### EXERCISE PROMPT
Reproduce word for word the lines between those holding "e = blur * i / 6" and "ctx.restore()", inclusive, and nothing else from the data below.

⟨

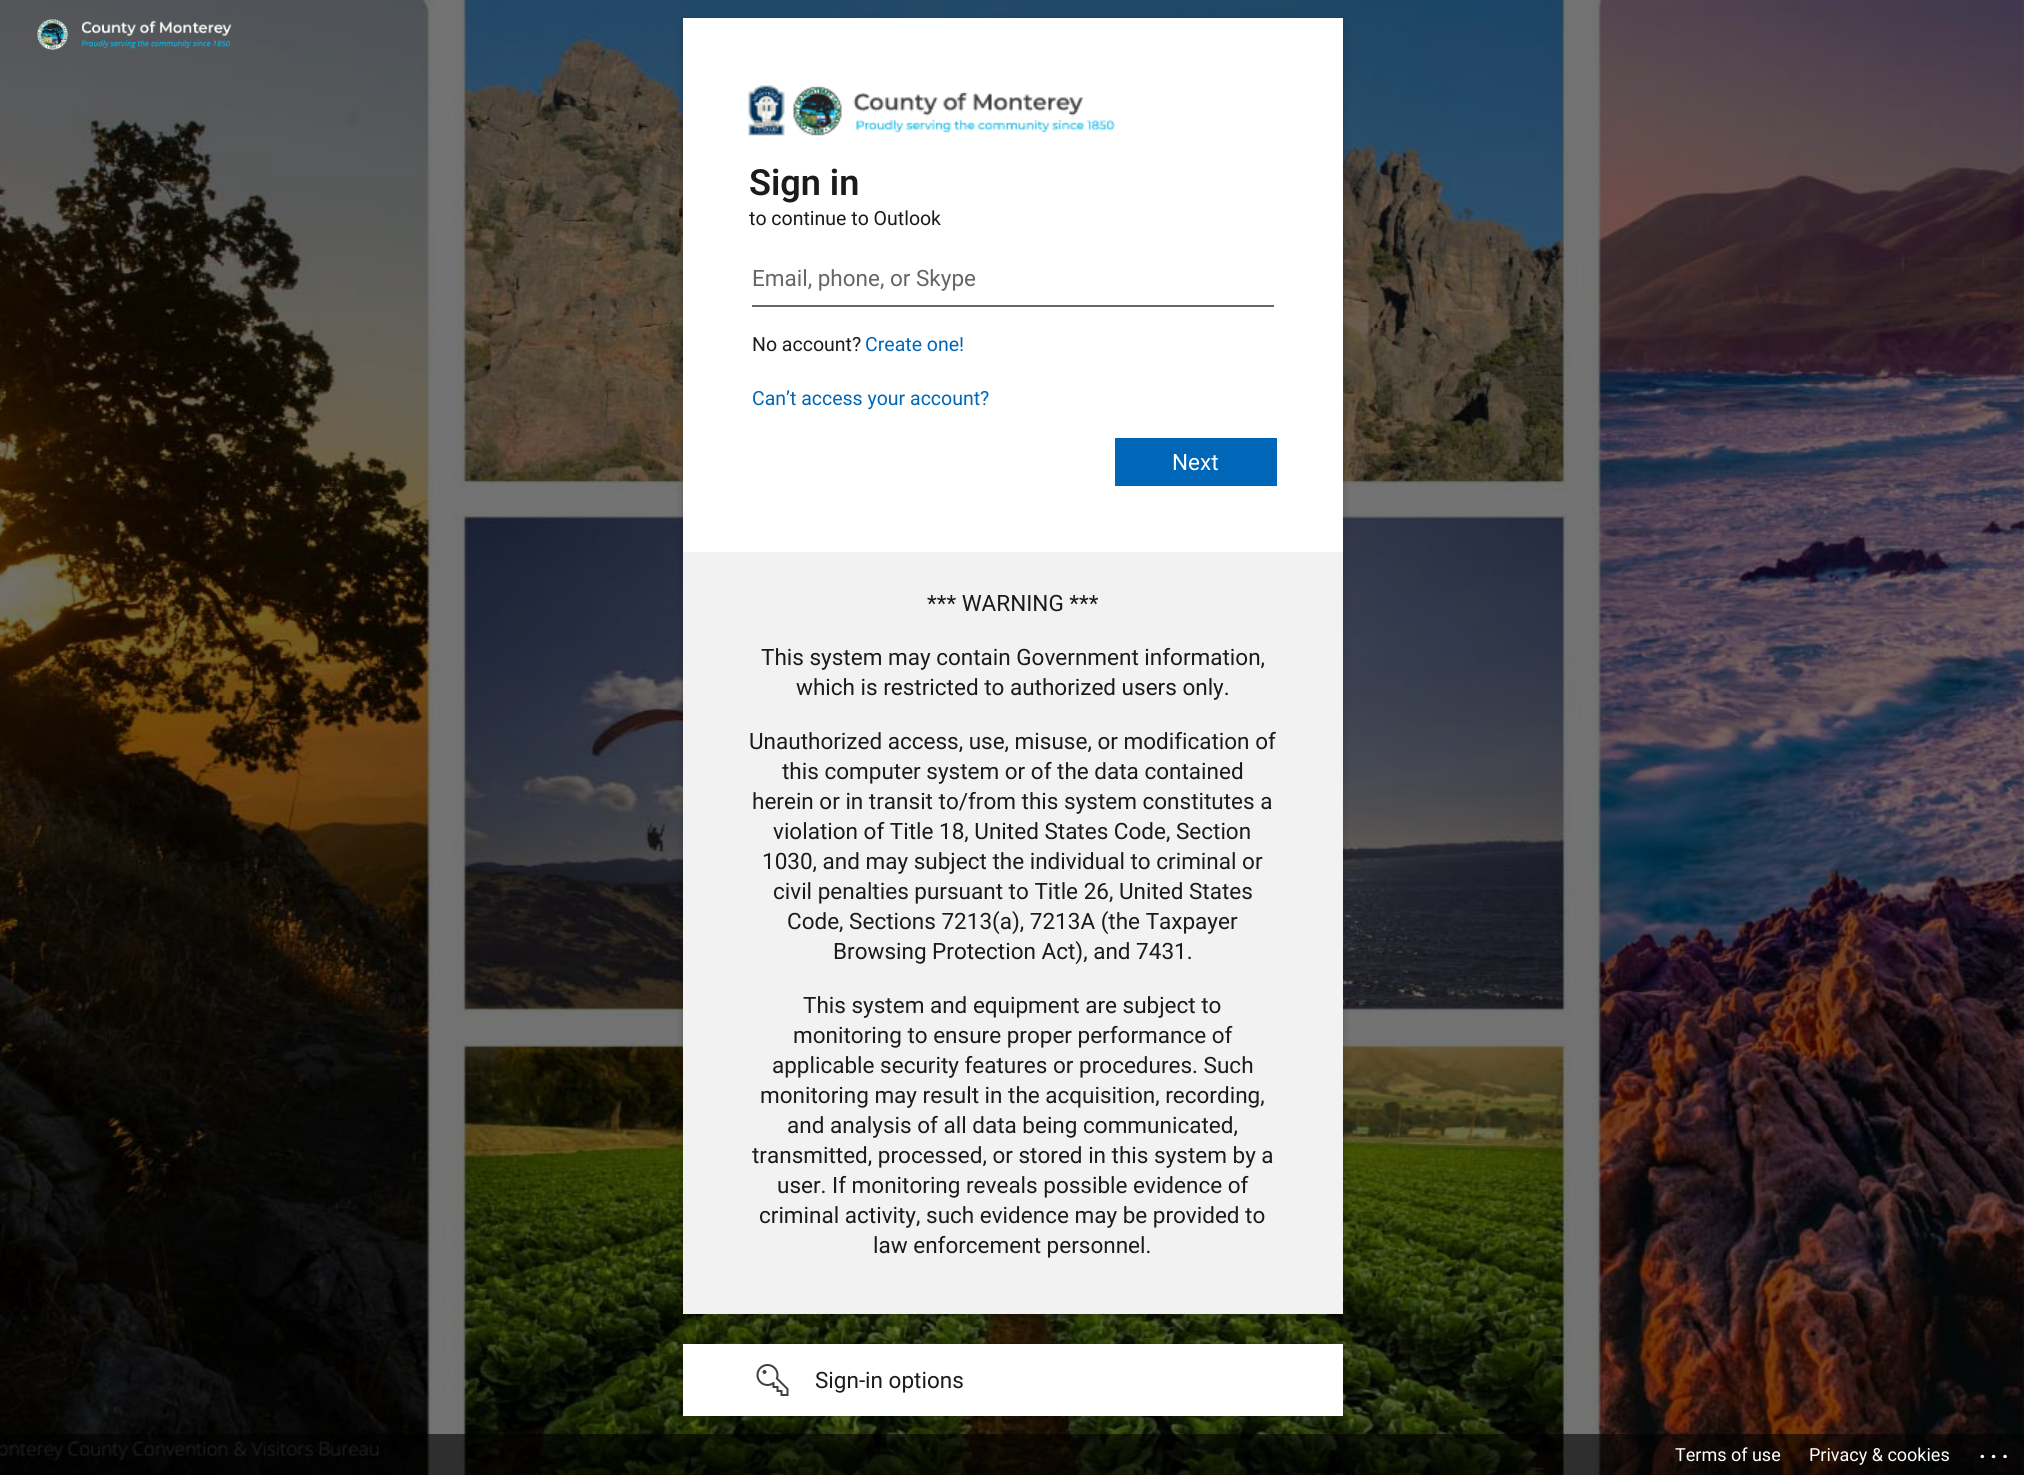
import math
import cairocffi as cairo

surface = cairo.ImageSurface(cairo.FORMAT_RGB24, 2024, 1475)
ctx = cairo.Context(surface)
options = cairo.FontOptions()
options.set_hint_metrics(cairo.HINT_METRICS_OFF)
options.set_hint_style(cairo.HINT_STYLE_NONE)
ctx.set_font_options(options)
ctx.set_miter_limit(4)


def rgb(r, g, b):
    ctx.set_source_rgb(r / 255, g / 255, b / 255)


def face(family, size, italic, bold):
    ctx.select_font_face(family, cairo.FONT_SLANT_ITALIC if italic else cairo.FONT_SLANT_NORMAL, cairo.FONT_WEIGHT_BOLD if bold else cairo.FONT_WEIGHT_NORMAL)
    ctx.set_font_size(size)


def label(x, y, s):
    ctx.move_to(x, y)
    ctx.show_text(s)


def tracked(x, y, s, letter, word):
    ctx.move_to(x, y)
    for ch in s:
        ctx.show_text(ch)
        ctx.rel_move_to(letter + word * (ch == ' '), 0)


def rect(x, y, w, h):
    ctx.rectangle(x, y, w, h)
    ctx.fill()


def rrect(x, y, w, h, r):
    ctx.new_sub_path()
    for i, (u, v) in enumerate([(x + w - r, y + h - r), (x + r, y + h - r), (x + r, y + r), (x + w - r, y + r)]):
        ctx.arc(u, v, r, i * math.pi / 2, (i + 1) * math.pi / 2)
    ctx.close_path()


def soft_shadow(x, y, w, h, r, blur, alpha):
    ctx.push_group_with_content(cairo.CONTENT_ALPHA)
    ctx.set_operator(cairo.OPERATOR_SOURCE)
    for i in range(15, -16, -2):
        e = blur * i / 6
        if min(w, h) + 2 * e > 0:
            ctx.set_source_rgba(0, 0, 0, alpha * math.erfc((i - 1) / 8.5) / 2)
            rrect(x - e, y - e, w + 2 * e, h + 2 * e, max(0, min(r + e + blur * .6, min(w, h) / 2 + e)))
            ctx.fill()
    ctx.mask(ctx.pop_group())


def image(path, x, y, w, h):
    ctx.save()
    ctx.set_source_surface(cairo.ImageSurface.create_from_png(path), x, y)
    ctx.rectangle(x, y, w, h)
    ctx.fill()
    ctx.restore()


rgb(255, 255, 255)
ctx.paint()
image('image0.png', 0, 0, 2024, 1475)
image('image1.png', 37, 19, 195, 31)
rgb(0, 0, 0)
soft_shadow(683, 21, 660, 1296, 0, 4.5, 0.2)
rgb(255, 255, 255)
rect(683, 18, 660, 534)
image('image2.png', 748, 85, 367, 51)
face('Roboto SemiBold', 36, 0, 0)
rgb(27, 27, 27)
label(749, 195, 'Sign in')
face('Roboto', 19.5, 0, 0)
label(749, 225, 'to continue to Outlook')
rgb(102, 102, 102)
rect(752, 305, 522, 2)
face('Roboto', 22.5, 0, 0)
label(752, 286, 'Email, phone, or Skype')
face('Roboto', 19.5, 0, 0)
rgb(27, 27, 27)
label(752, 351, 'No account?')
rgb(0, 103, 184)
label(865, 351, 'Create one!')
label(752, 405, 'Can’t access your account?')
rect(1115, 438, 162, 48)
face('Roboto', 22.5, 0, 0)
rgb(255, 255, 255)
label(1172, 470, 'Next')
rgb(242, 242, 242)
rect(683, 552, 660, 762)
rgb(27, 27, 27)
label(927, 611, '*** WARNING ***')
label(761, 665, 'This system may contain Government information,')
label(796, 695, 'which is restricted to authorized users only.')
label(749, 749, 'Unauthorized access, use, misuse, or modification of')
label(782, 779, 'this computer system or of the data contained')
label(752, 809, 'herein or in transit to/from this system constitutes a')
label(773, 839, 'violation of Title 18, United States Code, Section')
label(762, 869, '1030, and may subject the individual to criminal or')
label(773, 899, 'civil penalties pursuant to Title 26, United States')
label(787, 929, 'Code, Sections 7213(a), 7213A (the Taxpayer')
label(833, 959, 'Browsing Protection Act), and 7431.')
label(803, 1013, 'This system and equipment are subject to')
label(793, 1043, 'monitoring to ensure proper performance of')
label(772, 1073, 'applicable security features or procedures. Such')
label(760, 1103, 'monitoring may result in the acquisition, recording,')
label(787, 1133, 'and analysis of all data being communicated,')
label(752, 1163, 'transmitted, processed, or stored in this system by a')
label(777, 1193, 'user. If monitoring reveals possible evidence of')
label(759, 1223, 'criminal activity, such evidence may be provided to')
label(873, 1253, 'law enforcement personnel.')
rgb(0, 0, 0)
soft_shadow(683, 1347, 660, 72, 0, 4.5, 0.2)
rgb(255, 255, 255)
rect(683, 1344, 660, 72)
image('image3.png', 756, 1364, 33, 32)
rgb(27, 27, 27)
label(815, 1388, 'Sign-in options')
ctx.set_source_rgba(0, 0, 0, 0.6)
rect(0, 1434, 2024, 41)
face('Roboto', 18, 0, 0)
rgb(255, 255, 255)
label(1675, 1461, 'Terms of use')
label(1809, 1461, 'Privacy & cookies')
face('Roboto SemiBold', 24, 0, 0)
tracked(1979, 1458, '...', 4.5, 0)
surface.write_to_png('render.png')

⟩

### RESULT FOR THIS EXERCISE
        e = blur * i / 6
        if min(w, h) + 2 * e > 0:
            ctx.set_source_rgba(0, 0, 0, alpha * math.erfc((i - 1) / 8.5) / 2)
            rrect(x - e, y - e, w + 2 * e, h + 2 * e, max(0, min(r + e + blur * .6, min(w, h) / 2 + e)))
            ctx.fill()
    ctx.mask(ctx.pop_group())


def image(path, x, y, w, h):
    ctx.save()
    ctx.set_source_surface(cairo.ImageSurface.create_from_png(path), x, y)
    ctx.rectangle(x, y, w, h)
    ctx.fill()
    ctx.restore()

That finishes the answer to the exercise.